= Maxine Crouse Dowler =

Maxine Crouse Dowler (Quaker Bridge, 4 February 1933 - Salamanca, 23 December 2015) was a teacher, Federal program administrator, member of the Board of Directors of the Seneca Nation Educational Foundation, member of the school board of the Salamanca, New York City Central School District that provides educational services to Seneca and other native American children residing on or near the Allegany Reservation of the Seneca Nation of Indians, Dowler was the first Seneca member of the Board of Education of the Cattaraugus-Allegany BOCES (Board of Cooperative Educational Services).

== Biography ==

Born and raised on the Allegany Reservation, and an enrolled member of the Seneca Nation of Indians, her "watch" regarding the education of native American children included the two decades following the construction of the Kinzua Dam to prevent annual flooding of Pittsburgh, Pennsylvania, downstream; the forced relocation of hundreds of Seneca from rural farms into principally two relocation areas (one just west of Salamanca at Jimersontown; the other 15 miles west of Salamanca and two miles north of the hamlet of Steamburg). Maxine spearheaded educational programs designed to help the Seneca adjust to very dramatic life changes, while at the same time retaining their Seneca language, culture and heritage.

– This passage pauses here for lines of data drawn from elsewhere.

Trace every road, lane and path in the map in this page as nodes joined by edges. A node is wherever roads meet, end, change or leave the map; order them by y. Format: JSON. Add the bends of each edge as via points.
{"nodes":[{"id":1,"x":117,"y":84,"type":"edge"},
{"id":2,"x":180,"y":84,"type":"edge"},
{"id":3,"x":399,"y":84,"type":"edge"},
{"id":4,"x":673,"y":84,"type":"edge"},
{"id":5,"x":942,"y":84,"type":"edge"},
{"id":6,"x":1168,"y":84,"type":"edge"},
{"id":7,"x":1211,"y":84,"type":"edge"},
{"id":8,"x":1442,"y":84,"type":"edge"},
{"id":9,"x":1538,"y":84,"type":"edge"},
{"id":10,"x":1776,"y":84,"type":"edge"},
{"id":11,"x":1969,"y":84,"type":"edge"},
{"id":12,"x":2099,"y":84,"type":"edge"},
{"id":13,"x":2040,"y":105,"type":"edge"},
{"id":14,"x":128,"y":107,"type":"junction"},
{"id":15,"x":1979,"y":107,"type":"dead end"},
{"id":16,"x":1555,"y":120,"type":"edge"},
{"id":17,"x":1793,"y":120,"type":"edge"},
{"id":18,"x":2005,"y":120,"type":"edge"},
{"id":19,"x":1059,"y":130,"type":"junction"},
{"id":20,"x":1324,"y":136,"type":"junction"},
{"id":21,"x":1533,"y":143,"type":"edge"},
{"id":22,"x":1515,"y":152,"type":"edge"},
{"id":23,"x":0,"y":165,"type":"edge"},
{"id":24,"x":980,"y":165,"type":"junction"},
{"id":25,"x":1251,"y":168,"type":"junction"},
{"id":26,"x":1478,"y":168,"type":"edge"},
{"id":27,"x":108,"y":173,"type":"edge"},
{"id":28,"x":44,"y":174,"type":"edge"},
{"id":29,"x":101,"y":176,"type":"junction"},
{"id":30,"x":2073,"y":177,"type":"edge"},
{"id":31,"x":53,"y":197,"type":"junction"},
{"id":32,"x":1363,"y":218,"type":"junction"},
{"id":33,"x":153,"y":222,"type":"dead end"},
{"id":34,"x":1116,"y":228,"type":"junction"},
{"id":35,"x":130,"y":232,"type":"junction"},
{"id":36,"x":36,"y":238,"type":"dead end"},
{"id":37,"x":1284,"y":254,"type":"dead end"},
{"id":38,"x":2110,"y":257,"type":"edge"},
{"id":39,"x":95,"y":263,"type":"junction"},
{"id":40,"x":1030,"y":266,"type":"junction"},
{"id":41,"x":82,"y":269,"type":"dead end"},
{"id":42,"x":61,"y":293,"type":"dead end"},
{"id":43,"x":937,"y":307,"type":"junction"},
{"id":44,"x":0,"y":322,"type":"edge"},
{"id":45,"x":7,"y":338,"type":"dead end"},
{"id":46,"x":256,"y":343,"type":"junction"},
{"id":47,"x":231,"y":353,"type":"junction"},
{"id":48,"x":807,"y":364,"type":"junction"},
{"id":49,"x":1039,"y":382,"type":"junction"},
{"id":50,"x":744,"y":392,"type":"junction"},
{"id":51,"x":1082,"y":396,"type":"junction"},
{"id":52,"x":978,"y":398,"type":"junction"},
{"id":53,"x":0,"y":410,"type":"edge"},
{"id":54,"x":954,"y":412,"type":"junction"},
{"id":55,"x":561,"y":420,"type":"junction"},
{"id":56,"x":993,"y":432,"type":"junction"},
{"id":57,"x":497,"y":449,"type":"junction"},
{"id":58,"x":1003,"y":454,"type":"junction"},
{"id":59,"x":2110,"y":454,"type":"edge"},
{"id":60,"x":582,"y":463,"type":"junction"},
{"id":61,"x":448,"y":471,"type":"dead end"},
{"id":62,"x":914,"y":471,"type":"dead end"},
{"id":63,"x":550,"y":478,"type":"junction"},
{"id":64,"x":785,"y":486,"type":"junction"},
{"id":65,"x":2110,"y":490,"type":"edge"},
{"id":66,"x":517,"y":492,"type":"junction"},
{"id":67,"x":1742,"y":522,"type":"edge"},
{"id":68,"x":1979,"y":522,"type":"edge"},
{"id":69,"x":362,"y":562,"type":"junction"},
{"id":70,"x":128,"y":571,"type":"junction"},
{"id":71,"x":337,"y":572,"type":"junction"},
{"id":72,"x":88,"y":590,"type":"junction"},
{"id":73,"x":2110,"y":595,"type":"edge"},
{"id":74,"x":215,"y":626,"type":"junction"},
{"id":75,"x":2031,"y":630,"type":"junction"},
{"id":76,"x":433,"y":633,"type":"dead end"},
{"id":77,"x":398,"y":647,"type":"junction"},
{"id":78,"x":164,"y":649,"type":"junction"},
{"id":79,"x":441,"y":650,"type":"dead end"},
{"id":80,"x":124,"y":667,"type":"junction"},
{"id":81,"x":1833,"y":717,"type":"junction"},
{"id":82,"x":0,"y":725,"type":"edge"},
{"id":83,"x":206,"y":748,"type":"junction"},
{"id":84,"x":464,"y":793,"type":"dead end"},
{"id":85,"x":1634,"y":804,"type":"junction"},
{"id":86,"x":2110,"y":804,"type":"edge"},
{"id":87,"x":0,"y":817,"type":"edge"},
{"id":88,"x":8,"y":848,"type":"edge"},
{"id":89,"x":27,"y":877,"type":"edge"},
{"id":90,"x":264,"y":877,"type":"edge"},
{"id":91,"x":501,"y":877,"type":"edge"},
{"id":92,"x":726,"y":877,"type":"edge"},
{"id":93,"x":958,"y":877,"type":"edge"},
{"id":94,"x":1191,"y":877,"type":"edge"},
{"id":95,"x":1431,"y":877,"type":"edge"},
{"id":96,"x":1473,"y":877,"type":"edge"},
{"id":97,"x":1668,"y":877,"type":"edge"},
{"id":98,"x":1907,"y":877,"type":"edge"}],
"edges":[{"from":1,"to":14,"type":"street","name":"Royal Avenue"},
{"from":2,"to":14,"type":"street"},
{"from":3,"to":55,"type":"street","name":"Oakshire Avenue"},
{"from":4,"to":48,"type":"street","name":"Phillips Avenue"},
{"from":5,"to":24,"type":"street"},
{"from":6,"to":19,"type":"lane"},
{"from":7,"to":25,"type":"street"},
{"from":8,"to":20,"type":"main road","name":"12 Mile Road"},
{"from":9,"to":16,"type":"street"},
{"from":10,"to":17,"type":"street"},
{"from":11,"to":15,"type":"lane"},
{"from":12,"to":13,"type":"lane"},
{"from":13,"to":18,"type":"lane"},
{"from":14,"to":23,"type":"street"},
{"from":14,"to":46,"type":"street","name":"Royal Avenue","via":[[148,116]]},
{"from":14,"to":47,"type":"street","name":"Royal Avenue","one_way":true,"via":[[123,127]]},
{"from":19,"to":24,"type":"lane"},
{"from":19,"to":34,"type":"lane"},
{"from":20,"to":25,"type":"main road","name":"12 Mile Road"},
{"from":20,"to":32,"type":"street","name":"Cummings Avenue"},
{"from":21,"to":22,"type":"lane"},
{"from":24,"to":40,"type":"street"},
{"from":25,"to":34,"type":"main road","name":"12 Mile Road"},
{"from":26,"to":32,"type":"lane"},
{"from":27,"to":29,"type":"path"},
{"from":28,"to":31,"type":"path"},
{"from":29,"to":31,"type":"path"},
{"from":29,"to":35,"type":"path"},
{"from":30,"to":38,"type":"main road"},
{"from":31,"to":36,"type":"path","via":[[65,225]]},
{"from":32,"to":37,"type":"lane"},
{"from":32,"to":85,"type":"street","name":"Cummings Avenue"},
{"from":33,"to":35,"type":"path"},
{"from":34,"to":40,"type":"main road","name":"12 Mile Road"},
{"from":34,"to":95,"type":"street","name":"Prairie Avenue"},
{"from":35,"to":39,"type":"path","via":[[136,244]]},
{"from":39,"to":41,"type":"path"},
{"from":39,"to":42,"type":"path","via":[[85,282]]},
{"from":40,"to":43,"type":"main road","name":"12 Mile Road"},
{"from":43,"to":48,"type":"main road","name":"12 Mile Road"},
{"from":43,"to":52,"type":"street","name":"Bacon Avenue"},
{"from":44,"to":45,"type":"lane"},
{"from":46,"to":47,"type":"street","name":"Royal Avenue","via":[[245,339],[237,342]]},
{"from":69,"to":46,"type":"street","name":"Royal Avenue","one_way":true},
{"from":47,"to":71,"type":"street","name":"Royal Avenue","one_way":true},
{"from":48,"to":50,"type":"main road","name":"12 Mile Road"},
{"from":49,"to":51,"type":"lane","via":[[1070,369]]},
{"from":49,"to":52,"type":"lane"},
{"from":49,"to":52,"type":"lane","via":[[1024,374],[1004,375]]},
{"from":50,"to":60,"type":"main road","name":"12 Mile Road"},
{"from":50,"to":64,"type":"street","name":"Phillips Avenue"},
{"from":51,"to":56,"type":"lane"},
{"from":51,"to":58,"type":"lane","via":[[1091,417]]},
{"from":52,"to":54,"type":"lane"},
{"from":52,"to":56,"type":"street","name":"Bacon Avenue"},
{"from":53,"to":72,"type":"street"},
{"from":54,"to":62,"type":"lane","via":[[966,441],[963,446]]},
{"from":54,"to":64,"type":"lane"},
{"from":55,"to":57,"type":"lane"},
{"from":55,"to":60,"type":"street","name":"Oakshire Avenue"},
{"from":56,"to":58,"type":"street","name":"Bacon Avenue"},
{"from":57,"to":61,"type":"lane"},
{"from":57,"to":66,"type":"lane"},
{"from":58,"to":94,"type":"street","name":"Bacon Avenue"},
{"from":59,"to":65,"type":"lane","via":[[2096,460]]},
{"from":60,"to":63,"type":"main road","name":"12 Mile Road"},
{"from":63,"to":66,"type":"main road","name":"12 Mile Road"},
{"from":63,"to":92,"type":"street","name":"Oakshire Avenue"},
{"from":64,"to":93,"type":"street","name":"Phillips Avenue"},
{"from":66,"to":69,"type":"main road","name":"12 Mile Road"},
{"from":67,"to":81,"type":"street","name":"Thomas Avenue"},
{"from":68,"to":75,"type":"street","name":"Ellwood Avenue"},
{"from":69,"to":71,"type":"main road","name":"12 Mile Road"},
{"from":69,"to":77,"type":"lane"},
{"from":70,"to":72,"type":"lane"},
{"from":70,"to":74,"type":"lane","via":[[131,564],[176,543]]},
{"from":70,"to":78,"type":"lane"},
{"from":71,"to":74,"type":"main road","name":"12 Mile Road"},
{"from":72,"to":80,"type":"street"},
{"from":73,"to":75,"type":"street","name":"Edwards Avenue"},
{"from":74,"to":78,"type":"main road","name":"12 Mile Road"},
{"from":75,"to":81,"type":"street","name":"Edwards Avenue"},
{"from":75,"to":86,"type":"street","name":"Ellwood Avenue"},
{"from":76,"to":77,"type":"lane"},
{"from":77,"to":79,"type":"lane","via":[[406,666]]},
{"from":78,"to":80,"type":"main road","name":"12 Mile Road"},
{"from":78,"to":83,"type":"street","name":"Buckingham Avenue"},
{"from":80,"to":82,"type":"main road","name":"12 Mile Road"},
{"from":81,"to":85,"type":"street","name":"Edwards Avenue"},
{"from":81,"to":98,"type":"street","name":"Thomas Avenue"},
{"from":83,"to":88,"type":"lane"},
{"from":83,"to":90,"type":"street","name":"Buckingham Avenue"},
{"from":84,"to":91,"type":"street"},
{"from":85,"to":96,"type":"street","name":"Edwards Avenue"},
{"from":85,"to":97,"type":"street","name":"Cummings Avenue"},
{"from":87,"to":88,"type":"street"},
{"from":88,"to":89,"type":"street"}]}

Because of programs she helped to initiate and shape, and extraordinary personnel she was able to recruit Thomas E. Hogan, published historian of Seneca 19th-century history (Thomas E. Hogan, "City in a Quandary: Salamanca and the Allegany Leases," New York History 55 (Jan. 1974)), who served as a teacher, home school coordinator, grantsman and planner, and administrator; small college NCAA Lacrosse All Americans James Burnet and Tony "Mac" Diange who developed the first interscholastic lacrosse program in the school district's history; Peter Peterson, Michael Green and Kevin Reed who planned and provided community outreach, counseling, financial aid for higher education, and coordination across numerous programs through the Seneca Educational Foundation, and Avery and Fidelia Jimerson, leaders from Coldspring Longhouse who helped the Seneca children develop a Seneca social dance music and dance program that included the production of a 331/3 record album entitled "Seneca Social Dance Music," the production of the "You Call It Corn, We Call it Maize" Mazola Margarine Commercial of the 1970s that was seen throughout the US, and participation in the Tournament of Roses Parade in Pasadena, California, the Seneca language was taught for the first time in the Salamanca Public Schools, a 78% drop out rate of Seneca children was reduced over a 10-year period to 11%, and the educational progress of the Allegany Seneca leapfrogged over decades of failure and stagnation caused by poverty, neglect and institutional discrimination.